Cansado dos esforços inúteis para recuperar a forma física, Coutinho largou treinamentos, remédios e regime, passando a comer e beber desregradamente. Em fins de 1971, quando planejava a abertura de um negócio próprio, um amigo o convenceu a retomar a carreira, fazendo-o crer que ainda poderia atuar em alto nível. Com mulher e dois filhos para sustentar, ele aceitou a proposta de jogar no Bangu.
No Rio, Coutinho se submeteu a dura rotina de treinos e cuidados com o corpo e a alimentação. Em busca do peso ideal, sua estreia foi sendo adiada. Mas devido ao início ruim do Bangu na Taça Guanabara, que valia o primeiro turno e classificava para os turnos finais do campeonato estadual, a sua escalação, mesmo sem está no ponto, tornou-se a esperança de recuperação do time. Além do que, jogando, Coutinho ganharia ritmo e entrosamento com seus companheiros, em especial os atacantes Jorginho Carvoeiro e Jorge Mendonça, revelações das divisões de base do clube, quem sabe reeditando com eles as tabelinhas perdidas após o fim da parceria com Pelé.
Assim, Coutinho estreou contra o Botafogo no Maracanã. Fora de forma, teve uma atuação discreta e nada pode fazer para evitar mais uma derrota do time. No segundo jogo, seguiu com dificuldade de movimentação, mas o Bangu venceu o Madureira, renovando a fé na classificação. Na rodada seguinte, apesar do revés imposto pelo Fluminense, Coutinho se soltou um pouco mais, buscando tabelas com Jorge Mendonça e marcando, com categoria, o primeiro gol nessa sua volta ao futebol.

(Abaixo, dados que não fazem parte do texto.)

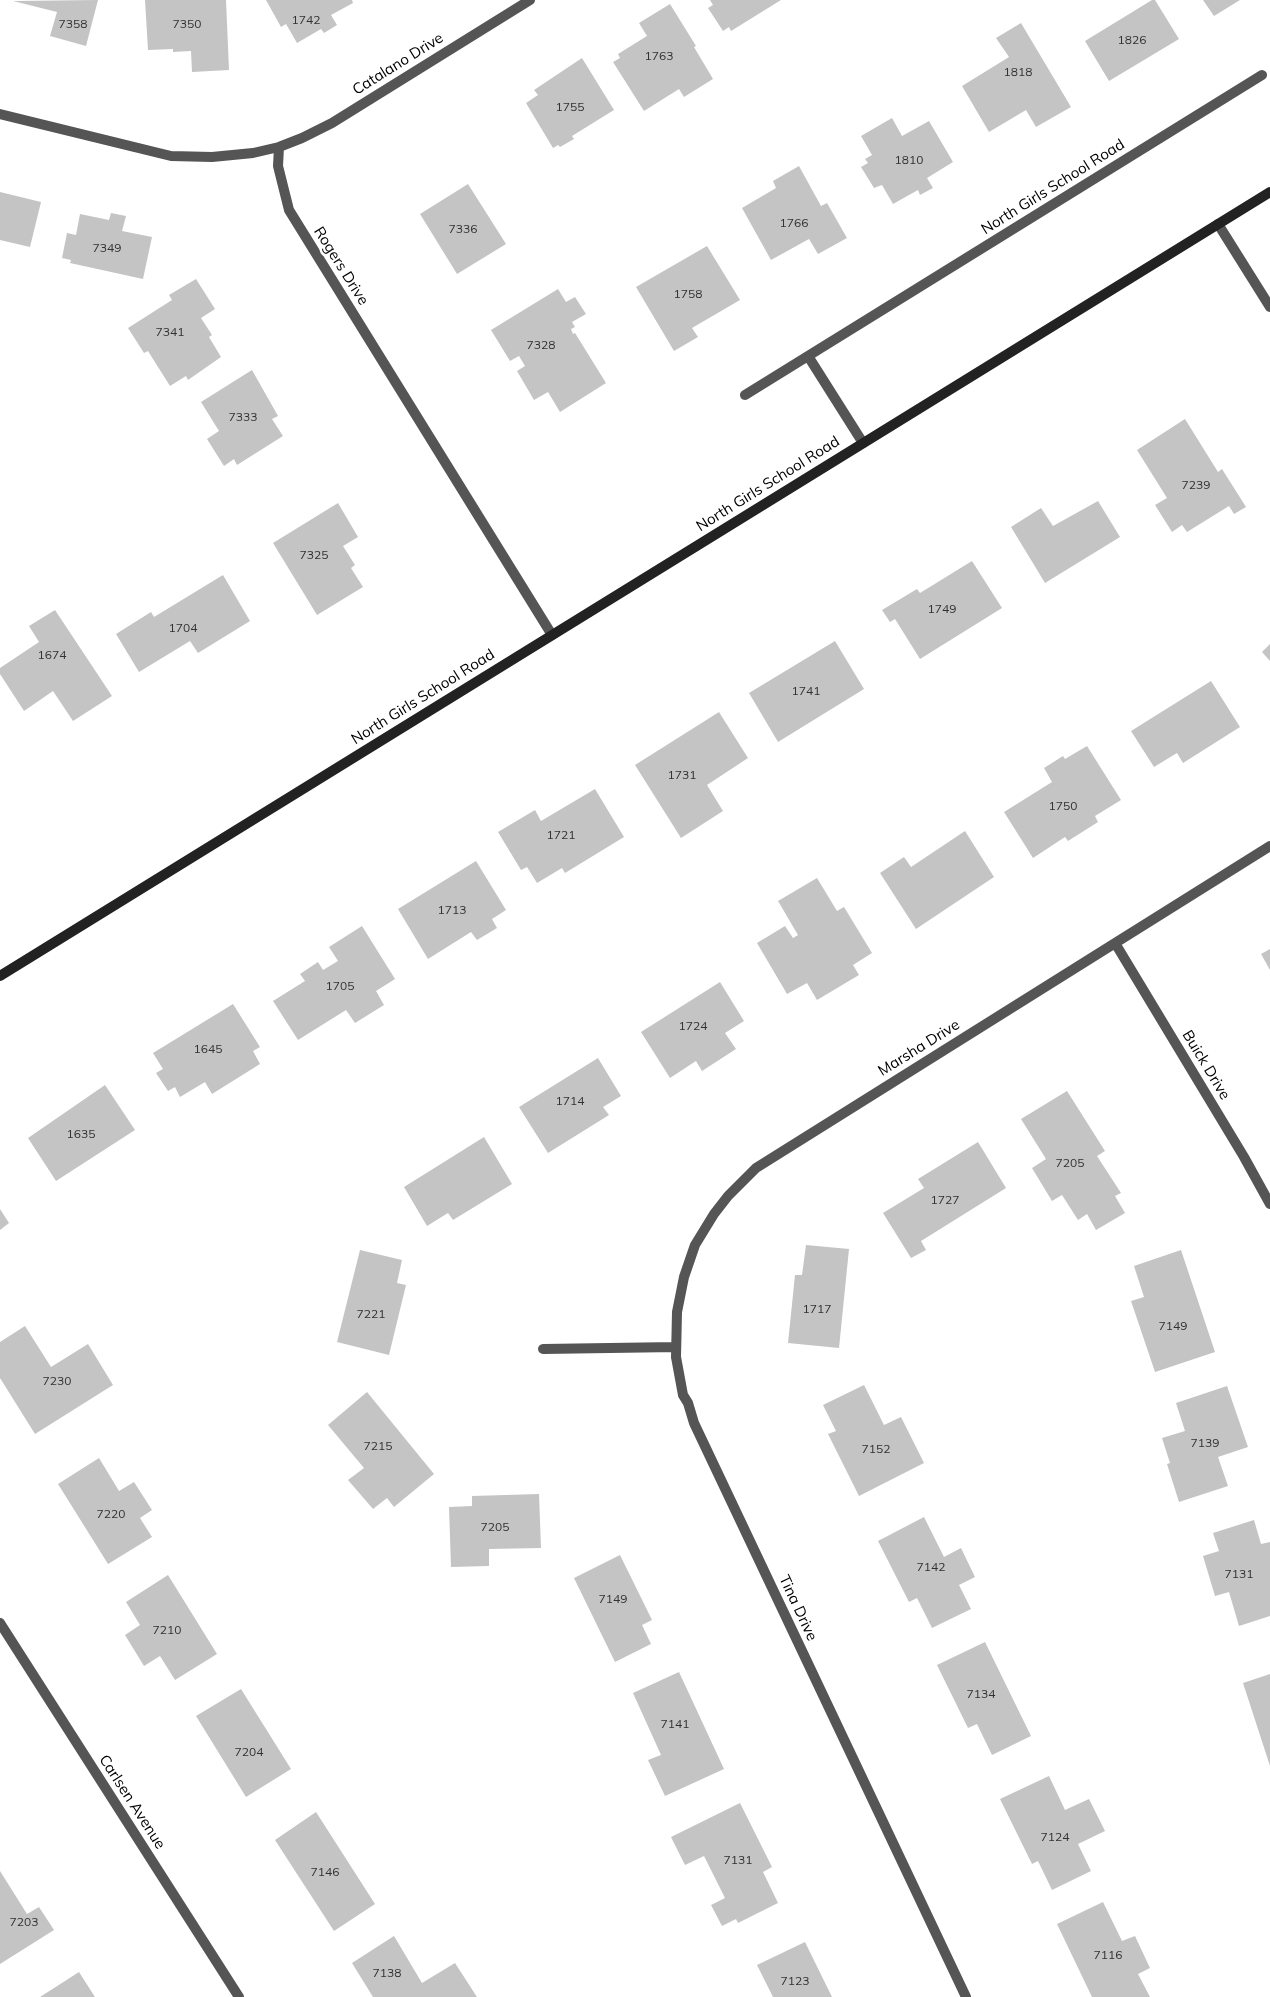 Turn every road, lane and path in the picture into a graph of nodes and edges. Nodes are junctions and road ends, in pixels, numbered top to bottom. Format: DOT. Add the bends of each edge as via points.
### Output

No duelo contra o América, o centroavante balançou as redes outra vez, só que, a exemplo do jogo anterior, o time sofreu nova virada.
Faltando apenas três jogos, o Bangu precisava de duas vitórias para se classificar. Portanto, vencer o Olaria no próximo embate seria crucial para não depender de uma improvável vitória sobre o Flamengo e fazer, na última rodada, em casa, o jogo da vida contra o São Cristóvão. Se já não bastasse a má fase do time, dias antes desta primeira “final”, Coutinho sofreu um acidente de carro e, apesar de não ter tido ferimentos graves, por precaução, ficou fora do jogo da Rua Bariri. O desfalque fragilizou mais ainda a equipe e, sem poder de reação, não pode impedir outra derrota.
Agora, restava ao Bangu vencer ou vencer o líder Flamengo. A eliminação deixaria o time quase cinco meses inativo. Só com eventuais amistosos seria impossível manter no plantel os principais jogadores, inclusive Coutinho que, desde que chegou, não viu a cor do dinheiro lhe devido. Contudo, o craque e demais companheiros foram ao Maracanã dispostos a se superarem atrás da última chance de sobrevivência do time. A missão ficou mais árdua com o gol sofrido logo aos 11 minutos. Mas os briosos banguenses reagiram e, numa bela jogada de linha de fundo, Jorge Mendonça cruzou para Coutinho empatar de cabeça. Na etapa final, resistiram bravamente à blitz rubro-negra até aos 35 minutos, quando Doval marcou para o Flamengo, decretando o fim da linha para o time de Moça Bonita.
Coutinho voltaria a campo para mais um jogo pelo Bangu. De forma melancólica, despediu-se da Cidade Maravilhosa tal como estreou há dois meses: com derrota e com a mesma pança acentuada que carregava desde que operou o joelho, nos idos de 1964. A gordura em excesso não lhe tirou a inteligência, a técnica, a categoria e outros dons naturais que tinha no trato com a bola, mas lhe roubou os movimentos, a agilidade para as tabelinhas que tanto fizeram sua fama ao lado de Pelé e, principalmente, a alegria de jogar futebol. Bem que ele tentou recuperá-la no Rio de Janeiro. Mas não deu. Foram apenas seis jogos, com uma vitória, cinco derrotas, três gols e nenhum tostão no bolso. Sem se levar mais a sério, Coutinho ainda faria alguns jogos pelo Saad de São Caetano do Sul, em São Paulo. Depois, aos 29 anos, parou definitivamente.
Assisti ao Coutinho no Maraca pelo Bangu, bem rechonchudo, mas com a mesma categoria. Numa rebatida de bola de um beque, que foi bem alta, caiu na frente dele, que deu uma matada irretocável com o bico da chuteira junto à grama. Muita classe.